The two aren't directly related, of course, except for the fact that it's all part of promotion for Dark Waters, the movie starring Mark Ruffalo as Bilott opening Friday, Nov. 22.
Bilott was in Colbert's audience when Ruffalo talked about the movie shot here last winter. Ruffalo portrays the Taft, Stettinius and Hollister partner who worked 18 years to win a class-action lawsuit again DuPont for pollution near Parkersburg, W. Va. Dark Waters is based on a 2016 New York Times profile of Bilott.
"Rob Bilott is a corporate defense attorney who defends corporations. He's probably not the type of guy you'd immediately think of as a hero," Ruffalo told Colbert.
"But he has a farmer come to him that knew his grandmother, and he says to him, 'Can you help me out? My cows are dying. I think it's this chemical company who has a landfill next to me'… And as it turns out, he takes almost 20 years to uncover the biggest corporate crime and cover-up in American history.
"And he (Bilott) is the most unassuming, the most selfless, … beautiful, committed person to the people and he tells a story that we need to hear right now, and he's here tonight and I want to introduce him.
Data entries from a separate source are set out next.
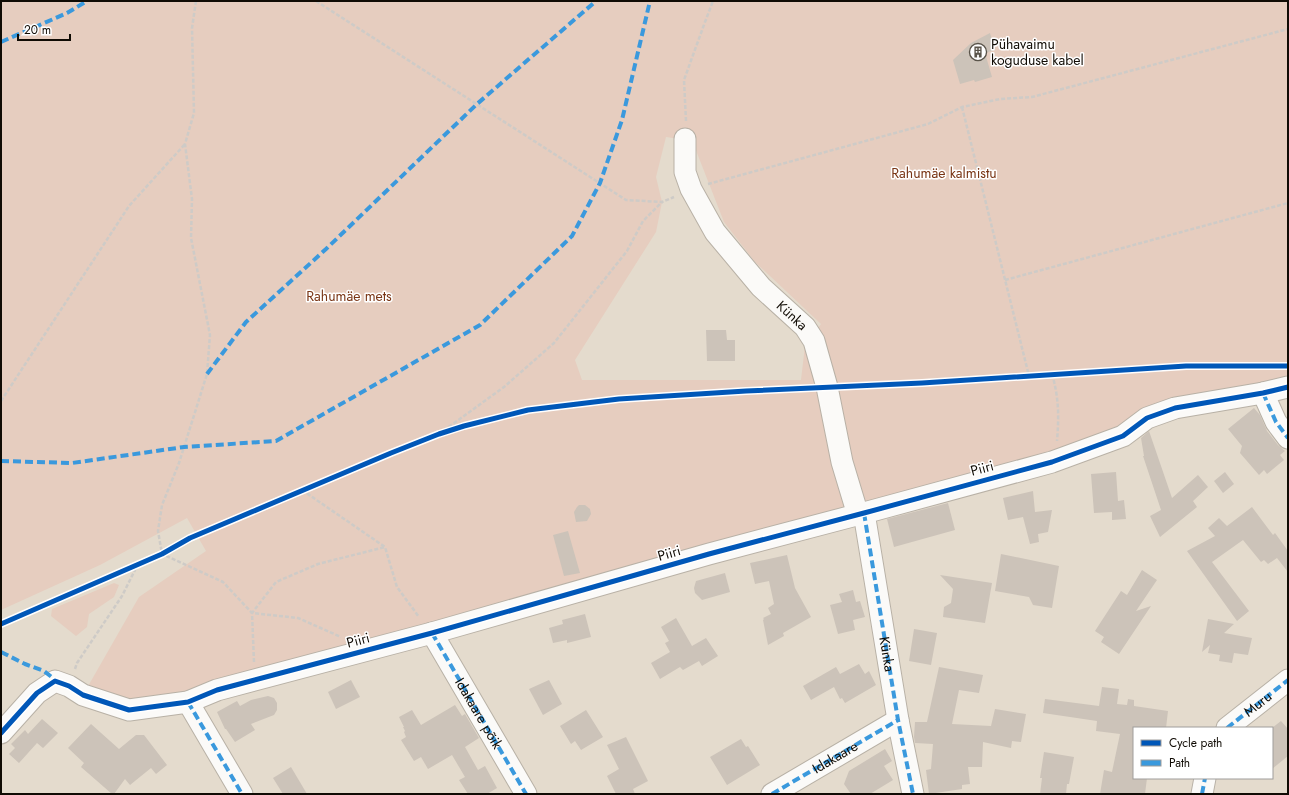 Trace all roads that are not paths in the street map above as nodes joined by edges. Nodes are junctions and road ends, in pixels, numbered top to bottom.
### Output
1 (685, 139) road end
2 (1288, 387) edge
3 (1263, 393) junction
4 (1288, 438) edge
5 (861, 514) junction
6 (432, 633) junction
7 (1288, 680) edge
8 (188, 702) junction
9 (898, 720) junction
10 (1228, 727) edge
11 (1, 733) edge
12 (1204, 779) edge
13 (242, 794) edge
14 (526, 794) edge
15 (772, 794) edge
16 (913, 794) edge
17 (1202, 794) edge

1 - 5 street, Künka
2 - 3 street, Piiri
3 - 4 street
3 - 5 street, Piiri
5 - 6 street, Piiri
5 - 9 street, Künka
6 - 8 street, Piiri
6 - 14 street, Idakaare põik
7 - 10 street, Muru
8 - 11 street, Piiri
8 - 13 street
9 - 15 street, Idakaare
9 - 16 street, Künka
12 - 17 street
His name is Rob Bilott," Ruffalo says.
On WVXU Thursday, Bilott told Cincinnati Edition host Michael Monks how a farmer near Parkersburg, who knew his grandmother, sought his help after 56 cows and 107 calves died drinking from Dry Run creek on his property. Bilott read an excerpt from his new book, Exposure, explaining how the farmer documented the deaths of his cattle in 1998.
Bilott, who also appeared on Cincinnati Edition shortly after the 2016 New York Times article, says the movie was first suggested to him when Ruffalo called his Cincinnati office that year.
"It was a little surprising, to say the least, but after a few minutes I could tell that he was incredibly passionate about this topic. He was really interested in water issues," Bilott told Cincinnati Public Radio.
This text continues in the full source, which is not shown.